それにしても、この一角にはすさまじい数のツクシが林立していました。

リシリコンブ(Saccharina japonica var. ochotensis)
<コンブ目・コンブ科・カラフトコンブ属>
 
<礼文島の海岸にて>                    <利尻島の海岸にて>
コンブ科カラフトコンブ属の海藻で、道南のマコンブ、羅臼のオニコンブととも有名である。
味は薄めであるが、澄んでおり、一般家庭よりも料理店などで利用される。
分布域は、北海道松前半島から日本海、宗谷海峡をへて知床岬。
主な分布域は羽幌町から網走で、利尻島、礼文島及び稚内沿岸が主産地。
海外では、朝鮮半島国後島、樺太、沿海州、国後島に分布する。
根状部は繊維状で、5〜7層が縦列して出ていて、数回分岐して互いに絡み合い、円錐状の付着器を作る。
茎状部は長さ5〜9cmで、太さ5〜10mm。上部で幅広く扁平になり、葉状部の基部に連なる。
葉状部は細長い笹の葉状で、長さは1.5〜2.5m、ときに3mを超える。
幅は13〜20cmで、縁辺部はわずかに波打つ。葉の中央にある中帯部は、葉幅の1/3〜1/2ある。
葉の基部は広いくさび状であるが、よく成長すると円形となる。
中帯部のくぼんでいる方を表面、膨らんでいる方を裏面と呼び、通常は裏面を海底に向けている。

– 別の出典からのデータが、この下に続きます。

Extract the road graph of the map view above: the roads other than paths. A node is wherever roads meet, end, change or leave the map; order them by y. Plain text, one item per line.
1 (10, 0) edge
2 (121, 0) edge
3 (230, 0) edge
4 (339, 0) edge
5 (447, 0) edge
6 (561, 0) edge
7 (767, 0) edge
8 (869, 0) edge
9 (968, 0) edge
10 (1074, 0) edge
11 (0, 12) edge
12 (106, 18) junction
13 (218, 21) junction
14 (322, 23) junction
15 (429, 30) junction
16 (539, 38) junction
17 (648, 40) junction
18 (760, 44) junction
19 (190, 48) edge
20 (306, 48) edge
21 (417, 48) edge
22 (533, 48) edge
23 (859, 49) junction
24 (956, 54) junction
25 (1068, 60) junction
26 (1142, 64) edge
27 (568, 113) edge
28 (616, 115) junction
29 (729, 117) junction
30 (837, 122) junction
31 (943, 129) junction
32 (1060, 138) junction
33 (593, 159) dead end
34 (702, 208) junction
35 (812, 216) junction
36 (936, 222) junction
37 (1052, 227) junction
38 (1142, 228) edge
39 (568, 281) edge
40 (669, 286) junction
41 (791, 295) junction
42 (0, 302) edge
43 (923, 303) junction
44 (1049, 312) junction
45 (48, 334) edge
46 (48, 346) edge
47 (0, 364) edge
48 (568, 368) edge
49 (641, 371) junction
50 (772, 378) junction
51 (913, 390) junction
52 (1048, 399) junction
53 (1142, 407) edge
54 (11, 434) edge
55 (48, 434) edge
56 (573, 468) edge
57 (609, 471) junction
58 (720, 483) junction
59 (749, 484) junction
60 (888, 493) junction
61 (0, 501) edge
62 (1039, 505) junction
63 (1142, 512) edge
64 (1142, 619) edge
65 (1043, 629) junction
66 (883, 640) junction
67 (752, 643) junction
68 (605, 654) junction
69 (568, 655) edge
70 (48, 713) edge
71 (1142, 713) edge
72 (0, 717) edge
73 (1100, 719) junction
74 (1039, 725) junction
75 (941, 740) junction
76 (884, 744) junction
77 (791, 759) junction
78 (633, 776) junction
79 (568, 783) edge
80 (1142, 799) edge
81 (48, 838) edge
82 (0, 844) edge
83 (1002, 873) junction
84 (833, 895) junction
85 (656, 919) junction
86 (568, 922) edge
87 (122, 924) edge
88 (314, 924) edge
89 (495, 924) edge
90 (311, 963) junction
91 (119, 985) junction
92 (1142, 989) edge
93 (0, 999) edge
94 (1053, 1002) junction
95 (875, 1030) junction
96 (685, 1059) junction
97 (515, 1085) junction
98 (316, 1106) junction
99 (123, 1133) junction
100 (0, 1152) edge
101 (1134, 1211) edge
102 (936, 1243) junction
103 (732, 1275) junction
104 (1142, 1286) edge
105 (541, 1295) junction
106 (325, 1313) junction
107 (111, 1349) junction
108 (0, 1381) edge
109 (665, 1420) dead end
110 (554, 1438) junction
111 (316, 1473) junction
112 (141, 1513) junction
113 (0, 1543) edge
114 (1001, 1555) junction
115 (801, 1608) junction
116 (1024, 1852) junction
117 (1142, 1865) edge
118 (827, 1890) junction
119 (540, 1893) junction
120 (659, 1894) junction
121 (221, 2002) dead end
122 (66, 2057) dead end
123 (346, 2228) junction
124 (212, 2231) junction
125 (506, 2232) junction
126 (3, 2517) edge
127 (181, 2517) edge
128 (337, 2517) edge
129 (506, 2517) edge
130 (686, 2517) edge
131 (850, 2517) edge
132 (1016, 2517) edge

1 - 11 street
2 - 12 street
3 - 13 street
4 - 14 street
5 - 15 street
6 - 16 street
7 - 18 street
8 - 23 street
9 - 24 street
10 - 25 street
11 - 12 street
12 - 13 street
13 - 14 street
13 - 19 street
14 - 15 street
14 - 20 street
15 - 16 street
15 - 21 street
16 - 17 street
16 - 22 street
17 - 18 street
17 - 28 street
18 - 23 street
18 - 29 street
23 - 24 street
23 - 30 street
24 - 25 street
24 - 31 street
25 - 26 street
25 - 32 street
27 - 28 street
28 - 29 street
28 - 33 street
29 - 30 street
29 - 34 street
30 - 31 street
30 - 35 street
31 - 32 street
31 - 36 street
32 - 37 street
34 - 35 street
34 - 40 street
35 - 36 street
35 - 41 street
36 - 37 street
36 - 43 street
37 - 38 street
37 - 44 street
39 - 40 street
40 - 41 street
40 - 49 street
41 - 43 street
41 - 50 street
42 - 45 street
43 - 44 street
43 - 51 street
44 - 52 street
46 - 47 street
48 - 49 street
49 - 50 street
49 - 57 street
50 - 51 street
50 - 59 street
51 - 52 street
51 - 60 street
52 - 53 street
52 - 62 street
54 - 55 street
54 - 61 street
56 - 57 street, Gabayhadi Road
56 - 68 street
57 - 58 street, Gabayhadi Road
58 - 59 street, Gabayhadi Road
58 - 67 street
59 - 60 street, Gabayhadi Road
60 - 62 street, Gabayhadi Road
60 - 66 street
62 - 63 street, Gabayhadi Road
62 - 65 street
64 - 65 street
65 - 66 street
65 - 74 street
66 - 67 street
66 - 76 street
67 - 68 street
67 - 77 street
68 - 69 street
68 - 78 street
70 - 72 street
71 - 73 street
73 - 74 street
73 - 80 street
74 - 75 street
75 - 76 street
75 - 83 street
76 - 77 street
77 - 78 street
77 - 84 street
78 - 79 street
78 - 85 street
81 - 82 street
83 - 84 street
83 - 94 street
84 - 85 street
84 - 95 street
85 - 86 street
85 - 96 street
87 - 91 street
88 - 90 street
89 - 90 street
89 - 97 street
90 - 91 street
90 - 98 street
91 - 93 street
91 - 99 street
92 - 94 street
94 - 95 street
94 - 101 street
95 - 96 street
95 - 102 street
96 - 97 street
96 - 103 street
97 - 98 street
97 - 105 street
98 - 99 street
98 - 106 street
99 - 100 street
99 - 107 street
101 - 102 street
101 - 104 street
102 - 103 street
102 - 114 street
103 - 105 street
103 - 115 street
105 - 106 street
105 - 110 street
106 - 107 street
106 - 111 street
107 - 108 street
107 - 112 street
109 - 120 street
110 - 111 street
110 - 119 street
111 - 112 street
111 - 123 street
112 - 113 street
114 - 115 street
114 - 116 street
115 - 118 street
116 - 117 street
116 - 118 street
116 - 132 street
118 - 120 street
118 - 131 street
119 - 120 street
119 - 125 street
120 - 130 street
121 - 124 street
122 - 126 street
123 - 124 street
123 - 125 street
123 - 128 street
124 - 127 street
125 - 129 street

リシリコンブの寿命は2年で、1月〜3月頃に目に見えるようになり、4月〜8月に急成長する。
9月には成長が減少して、末枯れで短くなり、この時期に肥大度が大きくなる。
10月には葉長が最小となり、10月〜11月には、藻体から新たな根と葉が出る「再生期」となる。
11月以降は、再び急速に葉長が増大し、4月〜5月にかけて急速に成長し、葉長は最大となる。
この時期には、葉幅も急速に増大し、幅が広い立派なコンブとなっていく。
7月〜8月にかけて葉体は末枯れにより徐々に短くなり、肥大して採取期となる。

2018/5/11
左は、礼文島で須古頓岬から香深港に戻るとき、港近くの海岸で見かけたリシリコンブです。
右は、利尻島で鴛泊港近くのホテルに入った後、港を散歩しているときに見かけたリシリコンブです。
どちらも岸近くの岩場で、波の穏やかな所でしたが、おそらく引き潮の時ではないかと思います。
岸近くの手の届きそうな所に、プカプカと波に揺られて浮いていました。
ただ、手を出したら手が後ろに回ります。
取ることが許されているのは許可証を持つ漁業関係者のみです。